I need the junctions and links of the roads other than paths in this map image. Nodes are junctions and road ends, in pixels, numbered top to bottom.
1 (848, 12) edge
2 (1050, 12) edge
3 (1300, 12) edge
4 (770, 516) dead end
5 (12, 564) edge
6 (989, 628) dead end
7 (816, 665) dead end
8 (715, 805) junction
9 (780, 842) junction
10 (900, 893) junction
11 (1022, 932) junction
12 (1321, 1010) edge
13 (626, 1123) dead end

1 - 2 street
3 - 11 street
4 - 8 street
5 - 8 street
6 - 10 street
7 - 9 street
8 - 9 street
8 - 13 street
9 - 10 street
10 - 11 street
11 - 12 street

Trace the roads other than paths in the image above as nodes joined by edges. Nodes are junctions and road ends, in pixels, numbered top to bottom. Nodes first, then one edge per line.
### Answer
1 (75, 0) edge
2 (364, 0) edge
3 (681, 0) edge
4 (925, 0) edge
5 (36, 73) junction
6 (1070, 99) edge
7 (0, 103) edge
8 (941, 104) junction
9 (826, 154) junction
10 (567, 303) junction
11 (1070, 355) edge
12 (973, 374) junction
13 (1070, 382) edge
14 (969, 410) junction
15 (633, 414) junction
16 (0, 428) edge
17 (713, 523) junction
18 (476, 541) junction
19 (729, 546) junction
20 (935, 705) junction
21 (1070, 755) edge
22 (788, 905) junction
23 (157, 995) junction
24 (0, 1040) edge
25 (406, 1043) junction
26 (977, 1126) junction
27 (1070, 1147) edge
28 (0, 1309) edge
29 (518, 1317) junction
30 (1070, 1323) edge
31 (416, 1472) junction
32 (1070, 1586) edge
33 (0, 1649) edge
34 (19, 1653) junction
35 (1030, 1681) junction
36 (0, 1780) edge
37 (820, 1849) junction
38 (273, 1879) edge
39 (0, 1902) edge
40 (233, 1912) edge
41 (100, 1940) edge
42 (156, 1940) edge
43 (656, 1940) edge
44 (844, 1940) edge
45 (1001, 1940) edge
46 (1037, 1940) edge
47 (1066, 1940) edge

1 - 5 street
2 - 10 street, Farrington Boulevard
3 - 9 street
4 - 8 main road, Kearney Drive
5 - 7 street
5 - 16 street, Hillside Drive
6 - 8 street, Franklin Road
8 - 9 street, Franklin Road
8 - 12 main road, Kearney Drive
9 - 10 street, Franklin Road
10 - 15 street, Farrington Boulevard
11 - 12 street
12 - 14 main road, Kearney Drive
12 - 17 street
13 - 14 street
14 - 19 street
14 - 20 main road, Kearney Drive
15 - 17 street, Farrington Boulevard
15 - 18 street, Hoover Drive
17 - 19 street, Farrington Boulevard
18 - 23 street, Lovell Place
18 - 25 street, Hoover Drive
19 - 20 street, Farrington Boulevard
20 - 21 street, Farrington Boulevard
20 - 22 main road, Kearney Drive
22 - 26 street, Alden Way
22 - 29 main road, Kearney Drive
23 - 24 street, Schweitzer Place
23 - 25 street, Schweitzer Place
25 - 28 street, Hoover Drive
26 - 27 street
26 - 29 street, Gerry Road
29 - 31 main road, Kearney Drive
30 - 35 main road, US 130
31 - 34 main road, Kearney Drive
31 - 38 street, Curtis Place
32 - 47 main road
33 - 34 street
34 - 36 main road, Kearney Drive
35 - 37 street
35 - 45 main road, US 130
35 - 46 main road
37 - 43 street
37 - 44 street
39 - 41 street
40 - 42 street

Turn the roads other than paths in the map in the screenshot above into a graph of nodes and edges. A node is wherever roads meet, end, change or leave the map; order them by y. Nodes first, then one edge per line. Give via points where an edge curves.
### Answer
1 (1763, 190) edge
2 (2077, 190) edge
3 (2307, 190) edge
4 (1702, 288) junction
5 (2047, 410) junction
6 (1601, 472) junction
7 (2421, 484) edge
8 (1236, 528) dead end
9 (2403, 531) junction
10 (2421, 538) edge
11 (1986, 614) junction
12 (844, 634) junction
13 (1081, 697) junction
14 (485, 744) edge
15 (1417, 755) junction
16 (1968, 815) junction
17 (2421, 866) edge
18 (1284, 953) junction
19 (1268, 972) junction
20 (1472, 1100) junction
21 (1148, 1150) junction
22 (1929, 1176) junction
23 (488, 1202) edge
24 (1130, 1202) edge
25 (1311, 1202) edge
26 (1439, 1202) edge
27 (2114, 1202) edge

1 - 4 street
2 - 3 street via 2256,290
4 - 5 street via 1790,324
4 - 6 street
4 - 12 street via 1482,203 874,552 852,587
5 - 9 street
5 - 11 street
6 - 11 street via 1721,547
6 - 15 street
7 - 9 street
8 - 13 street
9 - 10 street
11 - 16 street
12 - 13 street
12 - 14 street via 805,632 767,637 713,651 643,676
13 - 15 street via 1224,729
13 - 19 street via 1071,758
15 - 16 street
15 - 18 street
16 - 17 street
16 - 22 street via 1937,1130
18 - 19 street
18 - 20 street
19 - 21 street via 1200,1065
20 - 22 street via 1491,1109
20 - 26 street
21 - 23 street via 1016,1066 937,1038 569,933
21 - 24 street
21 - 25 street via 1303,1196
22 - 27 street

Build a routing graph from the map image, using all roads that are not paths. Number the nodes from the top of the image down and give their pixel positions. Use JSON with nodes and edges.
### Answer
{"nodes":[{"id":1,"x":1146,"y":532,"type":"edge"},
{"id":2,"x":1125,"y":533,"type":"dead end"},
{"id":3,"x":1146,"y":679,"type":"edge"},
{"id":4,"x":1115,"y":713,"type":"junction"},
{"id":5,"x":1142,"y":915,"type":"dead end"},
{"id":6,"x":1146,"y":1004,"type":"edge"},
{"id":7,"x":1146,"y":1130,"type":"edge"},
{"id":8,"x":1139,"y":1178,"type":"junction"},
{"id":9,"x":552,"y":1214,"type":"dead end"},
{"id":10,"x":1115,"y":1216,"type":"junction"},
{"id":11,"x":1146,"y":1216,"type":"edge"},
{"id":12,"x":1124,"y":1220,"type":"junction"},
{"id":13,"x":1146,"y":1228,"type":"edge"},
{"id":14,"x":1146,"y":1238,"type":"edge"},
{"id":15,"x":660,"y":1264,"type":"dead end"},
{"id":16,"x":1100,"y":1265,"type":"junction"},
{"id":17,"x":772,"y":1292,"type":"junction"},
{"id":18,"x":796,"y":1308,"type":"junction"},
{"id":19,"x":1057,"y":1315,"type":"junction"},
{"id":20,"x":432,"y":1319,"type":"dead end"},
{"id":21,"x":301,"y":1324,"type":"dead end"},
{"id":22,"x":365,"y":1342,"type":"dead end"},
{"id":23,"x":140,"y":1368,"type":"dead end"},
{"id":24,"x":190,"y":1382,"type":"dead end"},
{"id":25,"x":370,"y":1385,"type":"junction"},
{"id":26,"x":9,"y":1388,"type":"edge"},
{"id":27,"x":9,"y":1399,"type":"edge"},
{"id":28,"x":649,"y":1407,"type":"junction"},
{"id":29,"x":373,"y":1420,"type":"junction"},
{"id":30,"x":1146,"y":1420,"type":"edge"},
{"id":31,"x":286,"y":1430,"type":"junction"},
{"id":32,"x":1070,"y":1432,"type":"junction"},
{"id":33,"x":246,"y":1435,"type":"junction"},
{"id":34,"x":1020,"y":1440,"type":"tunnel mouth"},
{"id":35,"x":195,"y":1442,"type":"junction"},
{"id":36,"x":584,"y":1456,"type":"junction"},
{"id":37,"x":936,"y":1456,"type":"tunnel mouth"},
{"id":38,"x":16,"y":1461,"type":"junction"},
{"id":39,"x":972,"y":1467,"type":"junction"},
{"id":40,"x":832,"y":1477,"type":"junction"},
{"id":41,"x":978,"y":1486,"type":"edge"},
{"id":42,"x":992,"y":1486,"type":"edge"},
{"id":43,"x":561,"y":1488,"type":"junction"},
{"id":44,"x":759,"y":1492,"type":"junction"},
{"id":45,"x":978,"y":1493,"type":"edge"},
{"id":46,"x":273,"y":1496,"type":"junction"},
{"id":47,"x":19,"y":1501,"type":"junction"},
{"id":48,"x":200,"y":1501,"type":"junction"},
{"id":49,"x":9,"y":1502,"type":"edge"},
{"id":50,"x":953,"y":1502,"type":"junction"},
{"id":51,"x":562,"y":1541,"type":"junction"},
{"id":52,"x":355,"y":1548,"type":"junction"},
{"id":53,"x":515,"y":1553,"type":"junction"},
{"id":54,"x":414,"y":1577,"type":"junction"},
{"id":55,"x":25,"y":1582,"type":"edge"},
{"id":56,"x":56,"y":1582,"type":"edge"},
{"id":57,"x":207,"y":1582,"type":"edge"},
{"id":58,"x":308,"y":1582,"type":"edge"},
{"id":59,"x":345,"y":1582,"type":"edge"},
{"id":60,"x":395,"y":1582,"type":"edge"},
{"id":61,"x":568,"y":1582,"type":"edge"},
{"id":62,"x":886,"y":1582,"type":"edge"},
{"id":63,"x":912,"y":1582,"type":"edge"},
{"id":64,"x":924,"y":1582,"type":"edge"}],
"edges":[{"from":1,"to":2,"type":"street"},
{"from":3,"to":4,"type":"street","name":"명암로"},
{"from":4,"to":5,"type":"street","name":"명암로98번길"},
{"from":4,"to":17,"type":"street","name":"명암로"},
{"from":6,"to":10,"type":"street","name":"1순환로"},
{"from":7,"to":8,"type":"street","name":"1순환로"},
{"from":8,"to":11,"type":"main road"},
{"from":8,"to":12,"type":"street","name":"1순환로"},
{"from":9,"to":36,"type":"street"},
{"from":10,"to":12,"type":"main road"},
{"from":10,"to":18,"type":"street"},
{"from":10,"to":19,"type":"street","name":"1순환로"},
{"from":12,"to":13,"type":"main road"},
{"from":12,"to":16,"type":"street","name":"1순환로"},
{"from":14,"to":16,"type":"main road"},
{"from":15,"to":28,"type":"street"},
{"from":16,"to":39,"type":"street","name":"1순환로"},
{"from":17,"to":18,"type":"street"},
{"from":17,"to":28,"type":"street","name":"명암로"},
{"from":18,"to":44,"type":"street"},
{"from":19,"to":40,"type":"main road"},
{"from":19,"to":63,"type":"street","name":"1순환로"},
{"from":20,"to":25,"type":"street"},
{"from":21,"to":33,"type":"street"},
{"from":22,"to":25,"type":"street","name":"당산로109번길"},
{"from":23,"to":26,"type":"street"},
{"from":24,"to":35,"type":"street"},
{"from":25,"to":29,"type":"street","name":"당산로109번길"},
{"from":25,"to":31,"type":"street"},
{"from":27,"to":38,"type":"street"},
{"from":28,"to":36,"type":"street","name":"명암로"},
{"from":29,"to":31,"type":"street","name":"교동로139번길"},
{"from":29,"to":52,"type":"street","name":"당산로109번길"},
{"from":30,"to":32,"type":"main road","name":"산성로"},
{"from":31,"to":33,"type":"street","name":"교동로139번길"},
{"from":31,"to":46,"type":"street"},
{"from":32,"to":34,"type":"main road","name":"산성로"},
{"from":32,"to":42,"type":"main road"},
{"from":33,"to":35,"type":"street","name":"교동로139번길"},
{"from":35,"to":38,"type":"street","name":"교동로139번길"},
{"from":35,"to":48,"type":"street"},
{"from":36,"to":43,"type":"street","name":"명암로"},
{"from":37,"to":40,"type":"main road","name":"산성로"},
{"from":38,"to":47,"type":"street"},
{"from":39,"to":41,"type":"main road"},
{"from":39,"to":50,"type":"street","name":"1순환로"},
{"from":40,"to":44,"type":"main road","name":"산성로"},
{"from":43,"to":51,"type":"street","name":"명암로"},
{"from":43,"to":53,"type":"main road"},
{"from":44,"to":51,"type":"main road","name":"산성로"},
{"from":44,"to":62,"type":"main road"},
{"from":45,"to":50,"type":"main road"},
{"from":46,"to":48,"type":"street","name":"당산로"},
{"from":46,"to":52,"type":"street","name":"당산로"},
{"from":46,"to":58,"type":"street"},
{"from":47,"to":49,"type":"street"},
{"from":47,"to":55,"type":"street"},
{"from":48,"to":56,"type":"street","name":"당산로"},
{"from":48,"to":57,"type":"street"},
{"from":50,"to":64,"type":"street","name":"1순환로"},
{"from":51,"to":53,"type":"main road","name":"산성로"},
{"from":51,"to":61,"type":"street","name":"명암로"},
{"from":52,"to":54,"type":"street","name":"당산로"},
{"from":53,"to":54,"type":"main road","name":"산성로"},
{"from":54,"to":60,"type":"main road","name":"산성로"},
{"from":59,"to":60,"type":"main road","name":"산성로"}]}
..........
=== The problem ===
Your task is to show every line of the listing above containing "numbered".

=== Answer for the task ===
I need the junctions and links of the roads other than paths in this map image. Nodes are junctions and road ends, in pixels, numbered top to bottom.
Trace the roads other than paths in the image above as nodes joined by edges. Nodes are junctions and road ends, in pixels, numbered top to bottom. Nodes first, then one edge per line.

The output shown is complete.